The Hordes never came to Erdos. How surprising may this have seemed to the Chinese authorities? After all, China urbanizes ten million people on an annual basis, or roughly one percent of its population and larger than the total populations of many countries such as Sweden and Switzerland. Accommodating such an enormous group of new arrivals every year is a truly colossal challenge which China must confront. The national government has strongly advocated urbanization as an integral part of its development strategy; and the almost insatiable demands for urban dwellings in China led many to believe that just “popping up” new cities would drag in the teeming masses.
Erdos, however, does not offer the natural demand pull that other cities in China do. Above all, it does not have an industrial base to employ migrant workers, which is the main reason why such large internal migration has taken place within China in the first place: for it is mainly the hunt for employment opportunities which has fomented migration patterns. Erdos also doesn’t it have the critical mass of public services that would invite newcomers. Its dry and frigid winters also diminish its allure. Ironically, the city has a per capita GDP of more than $25,000 USD, higher in fact than Beijing. This is because of both the small denominator of inhabitants, as well as the large numerator of resource revenues.
Nonetheless, the city does offer some remarkable attractions, at least in theory, ranging from: museums, a football stadium, palatial structures, a modern airport, modern roads, a Cubist-designed Mosque, and a central Genghis Khan square. It also assures visitors of few problems with the local residents, given that there aren’t any.

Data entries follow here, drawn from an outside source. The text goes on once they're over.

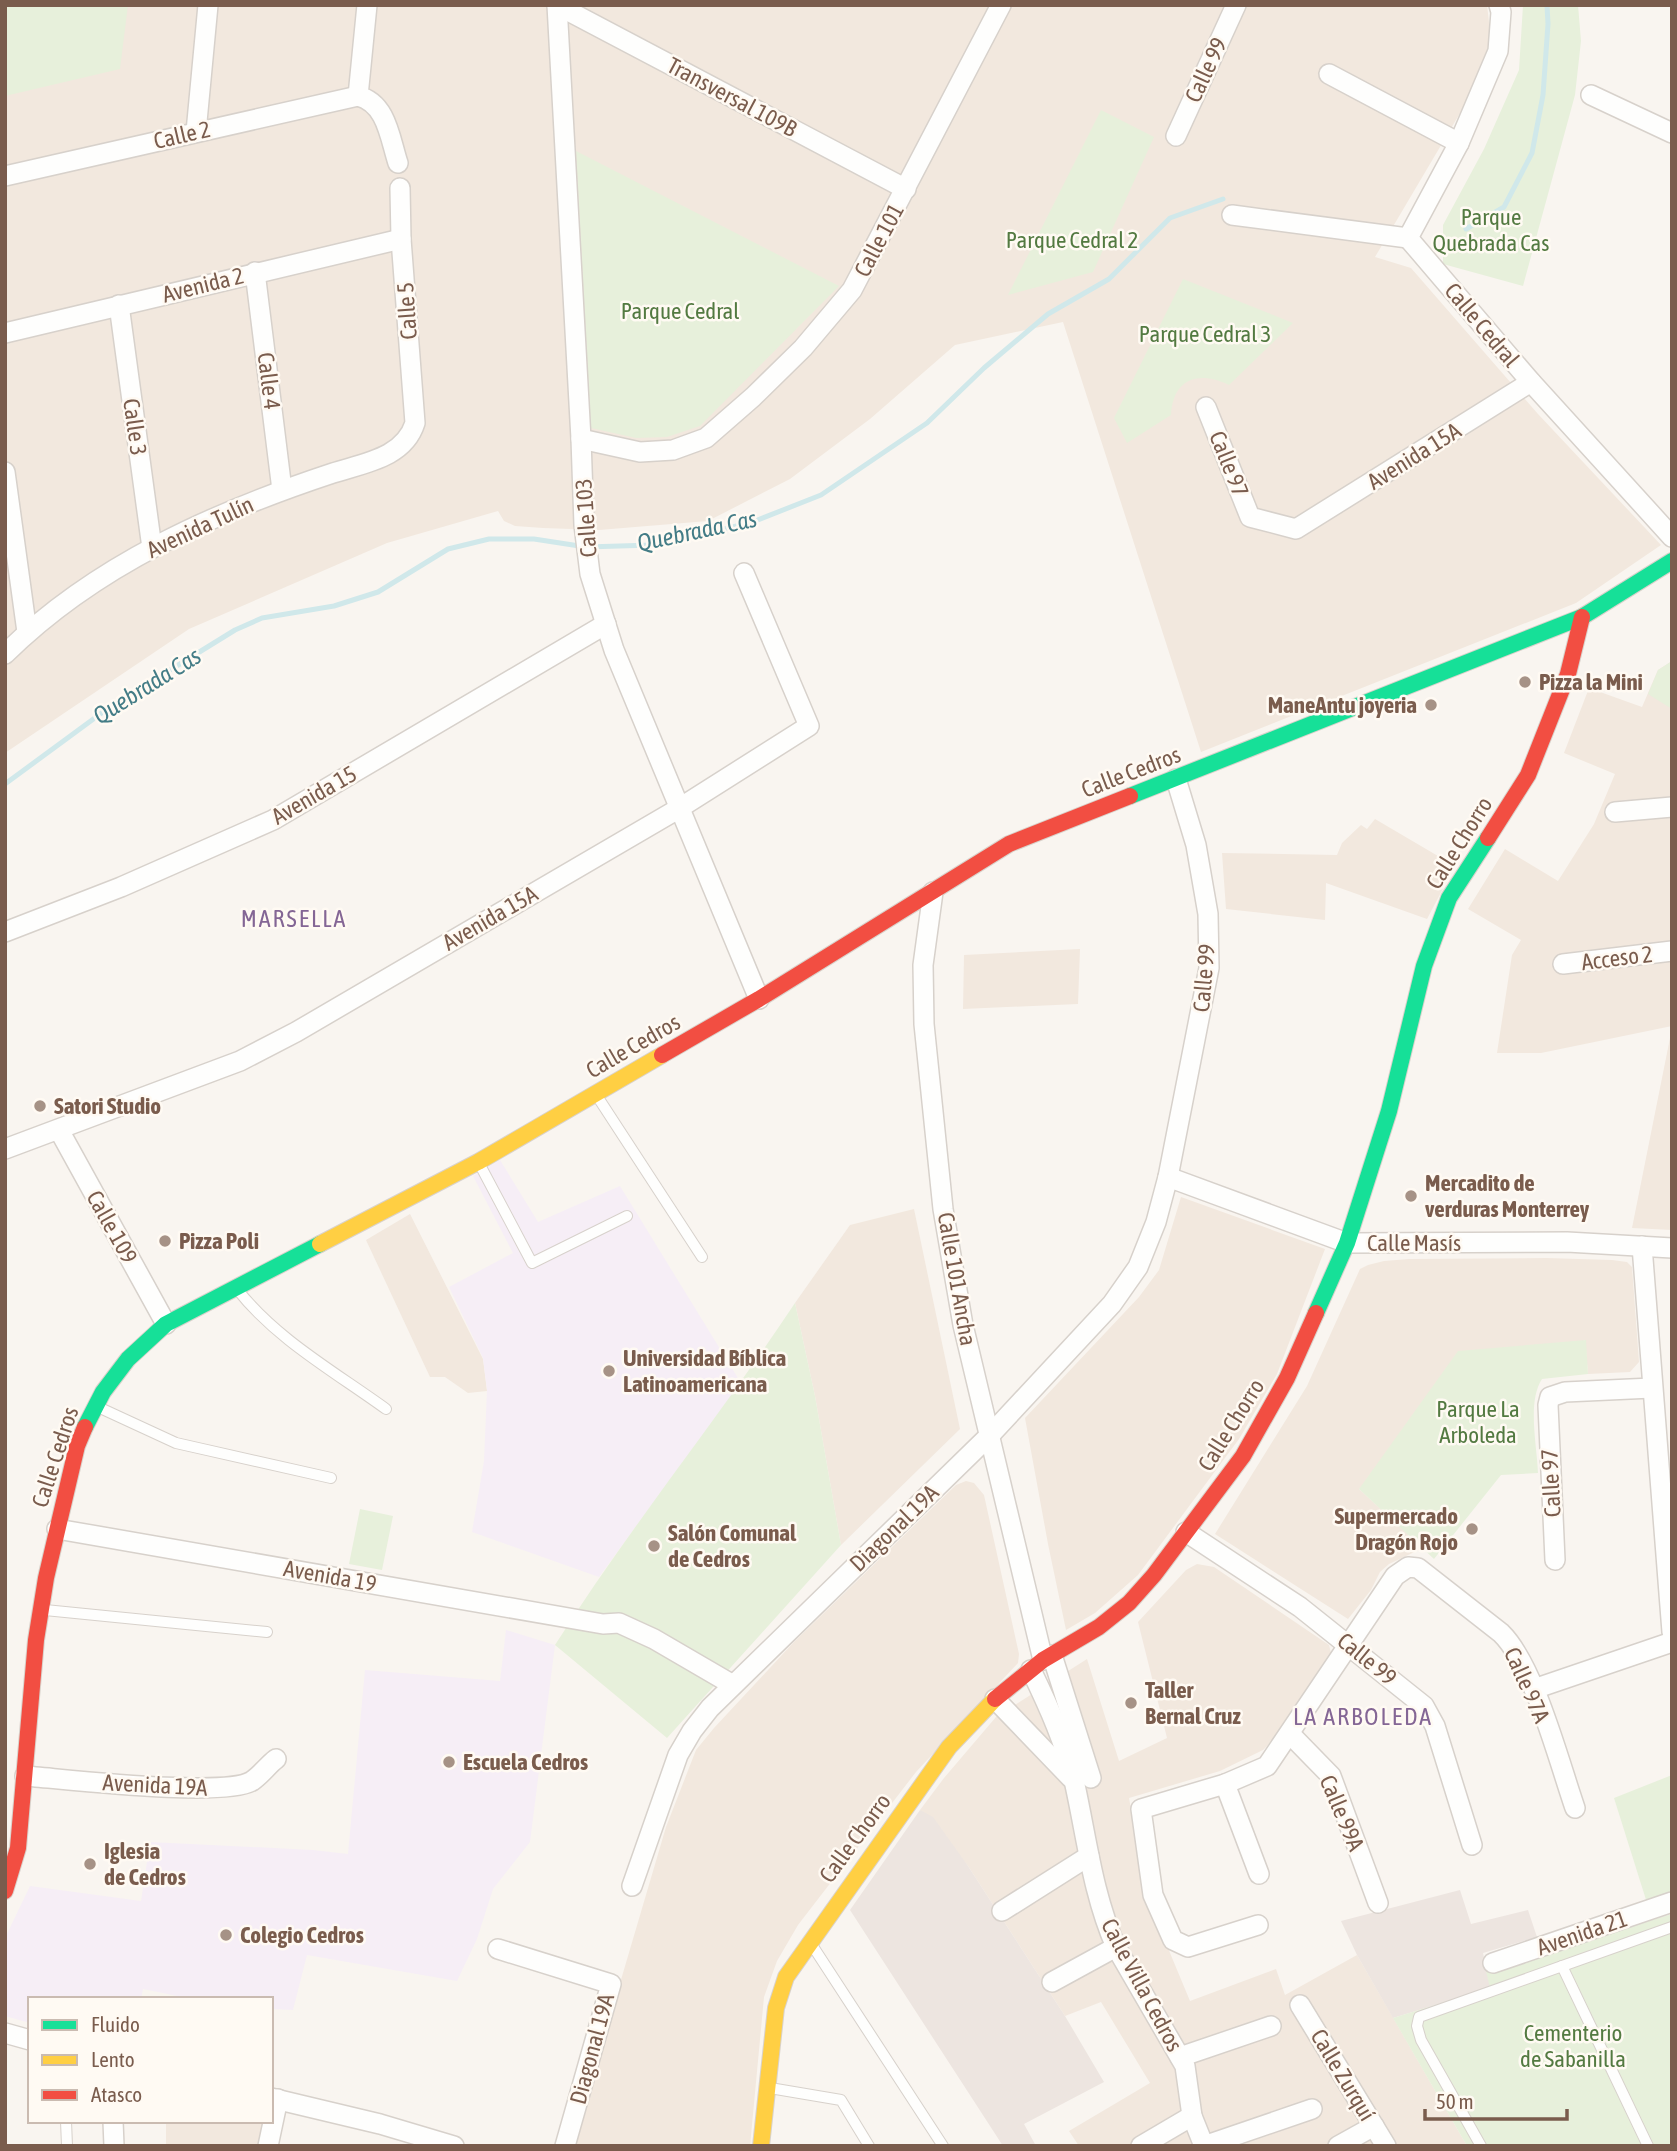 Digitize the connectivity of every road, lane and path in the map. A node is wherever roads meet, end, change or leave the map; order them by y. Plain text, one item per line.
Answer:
1 (208, 5) edge
2 (367, 5) edge
3 (557, 5) edge
4 (1001, 5) edge
5 (1236, 5) edge
6 (1499, 5) edge
7 (1329, 74) dead end
8 (1591, 95) dead end
9 (358, 96) junction
10 (196, 132) junction
11 (1672, 133) edge
12 (1176, 136) dead end
13 (1459, 143) junction
14 (398, 163) dead end
15 (5, 176) edge
16 (400, 188) dead end
17 (906, 189) junction
18 (1232, 215) dead end
19 (1408, 238) junction
20 (401, 239) junction
21 (255, 272) junction
22 (118, 305) junction
23 (5, 333) edge
24 (1531, 383) junction
25 (1206, 407) dead end
26 (411, 435) joint
27 (581, 439) junction
28 (5, 472) edge
29 (282, 490) junction
30 (1296, 529) joint
31 (1672, 537) edge
32 (152, 548) junction
33 (1672, 561) edge
34 (744, 573) dead end
35 (1582, 617) junction
36 (606, 625) junction
37 (27, 632) junction
38 (5, 654) edge
39 (1176, 779) junction
40 (1672, 807) edge
41 (678, 809) junction
42 (1615, 812) dead end
43 (933, 892) junction
44 (5, 932) edge
45 (1672, 951) edge
46 (1563, 964) dead end
47 (759, 999) junction
48 (596, 1094) junction
49 (59, 1130) junction
50 (5, 1149) edge
51 (478, 1162) junction
52 (1168, 1177) junction
53 (627, 1216) dead end
54 (1347, 1243) junction
55 (1642, 1246) junction
56 (1672, 1248) edge
57 (702, 1257) dead end
58 (237, 1289) junction
59 (166, 1324) junction
60 (1652, 1388) junction
61 (95, 1406) junction
62 (386, 1409) dead end
63 (991, 1434) junction
64 (331, 1478) dead end
65 (57, 1529) junction
66 (1186, 1532) junction
67 (1555, 1560) dead end
68 (41, 1609) junction
69 (267, 1632) dead end
70 (1672, 1632) edge
71 (1672, 1642) edge
72 (1350, 1645) junction
73 (1042, 1662) junction
74 (733, 1685) junction
75 (1534, 1689) junction
76 (995, 1699) junction
77 (1290, 1734) junction
78 (276, 1759) dead end
79 (25, 1776) junction
80 (1082, 1780) junction
81 (1225, 1784) junction
82 (1575, 1808) dead end
83 (1472, 1845) dead end
84 (1089, 1856) junction
85 (1259, 1874) dead end
86 (632, 1886) dead end
87 (5, 1891) edge
88 (1672, 1902) edge
89 (1378, 1903) dead end
90 (1002, 1911) dead end
91 (1258, 1925) dead end
92 (1672, 1927) edge
93 (810, 1941) junction
94 (1116, 1947) junction
95 (498, 1949) dead end
96 (1493, 1963) dead end
97 (1562, 1966) junction
98 (1052, 1982) dead end
99 (1300, 2005) dead end
100 (1271, 2026) dead end
101 (5, 2034) edge
102 (28, 2040) edge
103 (1180, 2057) junction
104 (766, 2087) junction
105 (274, 2098) edge
106 (1312, 2109) dead end
107 (1192, 2116) junction
108 (66, 2123) edge
109 (113, 2123) edge
110 (271, 2123) edge
111 (1374, 2126) junction
112 (67, 2146) edge
113 (114, 2146) edge
114 (268, 2146) edge
115 (454, 2146) edge
116 (565, 2146) edge
117 (761, 2146) edge
118 (869, 2146) edge
119 (943, 2146) edge
120 (1141, 2146) edge
121 (1204, 2146) edge
122 (1338, 2146) edge
123 (1386, 2146) edge
124 (1481, 2146) edge
125 (1648, 2146) edge

1 - 10 street
2 - 9 street
3 - 17 street, Transversal 109B
3 - 27 street, Calle 103
4 - 17 street, Calle 101
5 - 12 street, Calle 99
6 - 13 street
7 - 13 street
8 - 11 street
9 - 10 street, Calle 2
9 - 14 street
10 - 15 street, Calle 2
13 - 19 street
16 - 20 street, Calle 5
17 - 27 street, Calle 101
18 - 19 street
19 - 24 street, Calle Cedral
20 - 21 street, Avenida 2
20 - 26 street, Calle 5
21 - 22 street, Avenida 2
21 - 29 street, Calle 4
22 - 23 street, Avenida 2
22 - 32 street, Calle 3
24 - 30 street, Avenida 15A
24 - 31 street, Calle Cedral
25 - 30 street, Calle 97
26 - 29 street, Avenida Tulín
27 - 36 street, Calle 103
28 - 37 street
29 - 32 street, Avenida Tulín
32 - 37 street, Avenida Tulín
33 - 35 street, Calle Cedros
34 - 41 street, Avenida 15A
35 - 39 street, Calle Cedros
35 - 54 street, Calle Chorro
36 - 41 street, Calle 103
36 - 44 street, Avenida 15
37 - 38 street, Avenida Tulín
39 - 43 street, Calle Cedros
39 - 52 street, Calle 99
40 - 42 street
41 - 47 street, Calle 103
41 - 49 street, Avenida 15A
43 - 47 street, Calle Cedros
43 - 63 street, Calle 101 Ancha
45 - 46 street, Acceso 2
47 - 48 street, Calle Cedros
48 - 51 street, Calle Cedros
48 - 57 lane
49 - 50 street, Avenida 15A
49 - 59 street, Calle 109
51 - 53 lane
51 - 58 street, Calle Cedros
52 - 54 street, Calle Masís
52 - 63 street, Diagonal 19A
54 - 55 street, Calle Masís
54 - 66 street, Calle Chorro
55 - 56 street, Calle Masís
55 - 60 street
58 - 59 street, Calle Cedros
58 - 62 lane
59 - 61 street, Calle Cedros
60 - 67 street, Calle 97
60 - 70 street
61 - 64 lane
61 - 65 street, Calle Cedros
63 - 73 street, Calle 101 Ancha
63 - 74 street, Diagonal 19A
65 - 68 street, Calle Cedros
65 - 74 street, Avenida 19
66 - 72 street, Calle 99
66 - 73 street, Calle Chorro
68 - 69 lane
68 - 79 street, Calle Cedros
71 - 75 street
72 - 75 street, Calle 97A
72 - 77 street
72 - 83 street, Calle 99
73 - 76 street, Calle Chorro
73 - 80 street, Calle 101 Ancha
74 - 86 street, Diagonal 19A
75 - 82 street, Calle 97A
76 - 80 street
76 - 93 street, Calle Chorro
77 - 81 street
77 - 89 street, Calle 99A
78 - 79 street, Avenida 19A
79 - 87 street, Calle Cedros
80 - 84 street, Calle Villa Cedros
81 - 85 street
81 - 91 street
84 - 90 street
84 - 94 street, Calle Villa Cedros
88 - 96 street, Avenida 21
92 - 97 lane
93 - 104 street, Calle Chorro
93 - 119 lane
94 - 98 street
94 - 103 street, Calle Villa Cedros
95 - 116 street, Diagonal 19A
97 - 124 lane
97 - 125 lane
99 - 111 street, Calle Zurquí
100 - 103 street
101 - 102 street
103 - 107 street, Calle Villa Cedros
104 - 117 street, Calle Chorro
104 - 118 lane
105 - 115 street
106 - 121 street
107 - 120 street
107 - 121 street, Calle Villa Cedros
108 - 112 lane
109 - 113 street
110 - 114 street
111 - 122 street
111 - 123 street, Calle Zurquí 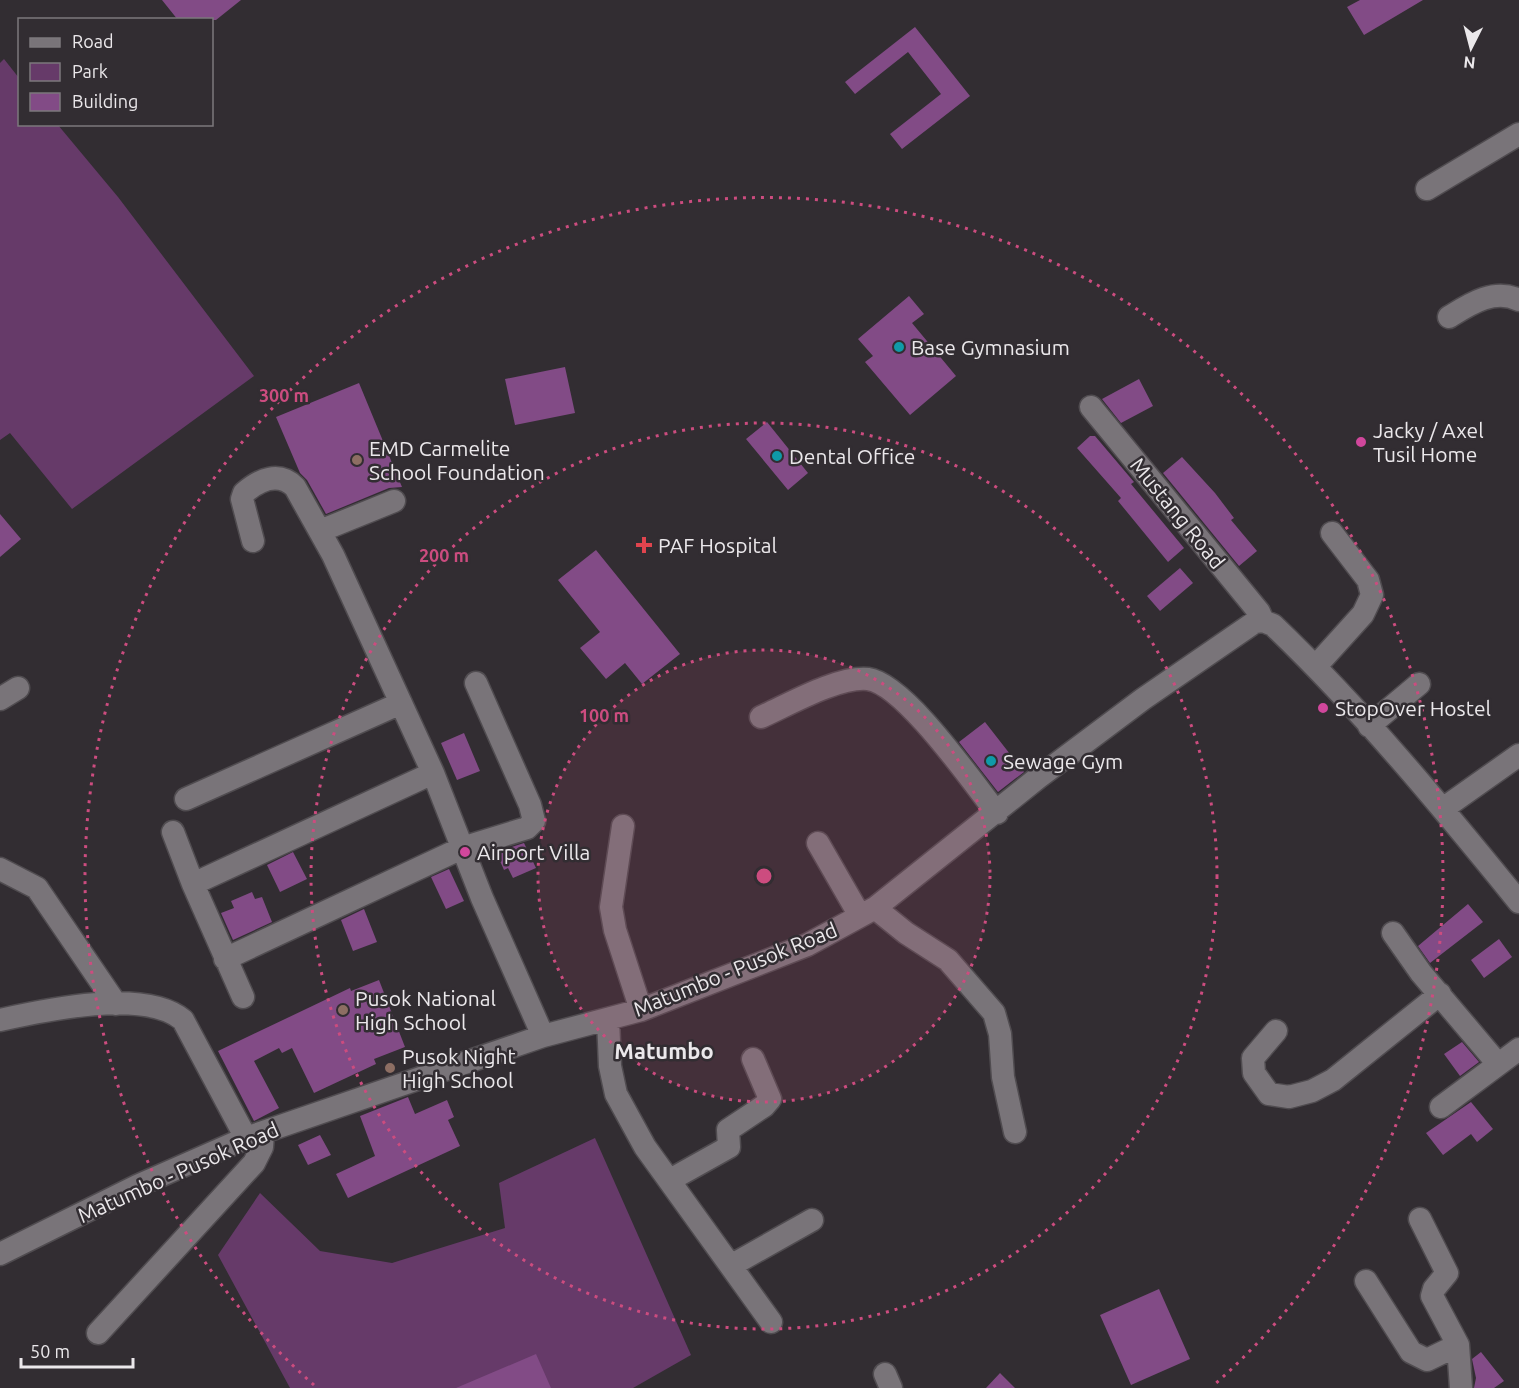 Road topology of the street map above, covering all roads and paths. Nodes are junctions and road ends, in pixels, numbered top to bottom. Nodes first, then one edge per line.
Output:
1 (1519, 134) edge
2 (1427, 189) dead end
3 (1519, 300) edge
4 (1449, 317) dead end
5 (1091, 407) dead end
6 (394, 501) dead end
7 (320, 531) junction
8 (1332, 533) dead end
9 (253, 541) dead end
10 (1263, 621) junction
11 (1316, 666) junction
12 (476, 683) dead end
13 (1419, 684) dead end
14 (401, 704) junction
15 (761, 717) dead end
16 (1369, 726) junction
17 (1519, 755) edge
18 (433, 773) junction
19 (186, 799) dead end
20 (1444, 808) junction
21 (997, 813) junction
22 (623, 826) dead end
23 (173, 832) dead end
24 (818, 843) dead end
25 (462, 848) junction
26 (0, 869) edge
27 (193, 884) junction
28 (1519, 902) edge
29 (867, 912) junction
30 (1393, 933) dead end
31 (225, 959) junction
32 (1440, 994) junction
33 (243, 998) dead end
34 (116, 1004) junction
35 (641, 1010) junction
36 (608, 1019) junction
37 (0, 1020) edge
38 (1276, 1031) dead end
39 (543, 1036) junction
40 (1519, 1049) edge
41 (753, 1059) dead end
42 (1498, 1064) junction
43 (1441, 1107) dead end
44 (1016, 1132) dead end
45 (254, 1135) junction
46 (670, 1180) junction
47 (1420, 1219) dead end
48 (812, 1220) dead end
49 (0, 1254) edge
50 (732, 1265) junction
51 (1366, 1281) dead end
52 (771, 1323) dead end
53 (98, 1333) dead end
54 (1458, 1345) junction
55 (1461, 1388) edge

1 - 2 street
3 - 4 street
5 - 10 street, Mustang Road
6 - 7 street
7 - 9 street
7 - 14 street
8 - 11 street
10 - 11 street
10 - 21 street, Matumbo - Pusok Road
11 - 16 street
12 - 25 street
13 - 16 street
14 - 18 street
14 - 19 street
15 - 21 street
16 - 20 street
17 - 20 street
18 - 25 street
18 - 27 street
20 - 28 street
21 - 29 street, Matumbo - Pusok Road
22 - 35 street
23 - 27 street
24 - 29 street
25 - 31 street
25 - 39 street
26 - 34 street
27 - 31 street
29 - 35 street, Matumbo - Pusok Road
29 - 44 street
30 - 32 street
31 - 33 street
32 - 38 street
32 - 42 street
34 - 37 street
34 - 45 street
35 - 36 street, Matumbo - Pusok Road
36 - 39 street, Matumbo - Pusok Road
36 - 46 street
39 - 45 street, Matumbo - Pusok Road
40 - 42 street
41 - 46 street
42 - 43 street
45 - 49 street, Matumbo - Pusok Road
45 - 53 street
46 - 50 street
47 - 54 street
48 - 50 street
50 - 52 street
51 - 54 street
54 - 55 street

It thus becomes evident that the peculiar economic and political circumstances subjacent to Inner Mongolia’s energy abundance led to the construction of a white elephant project in the form of the empty Erdos metropolis. Whereas the root of the word Ordo implies “crowds” and “hordes”, the categorical irony is that, unlike the vitality of the Urdu language, the Erdos conurbation is devoid of the vibrancy of urban life.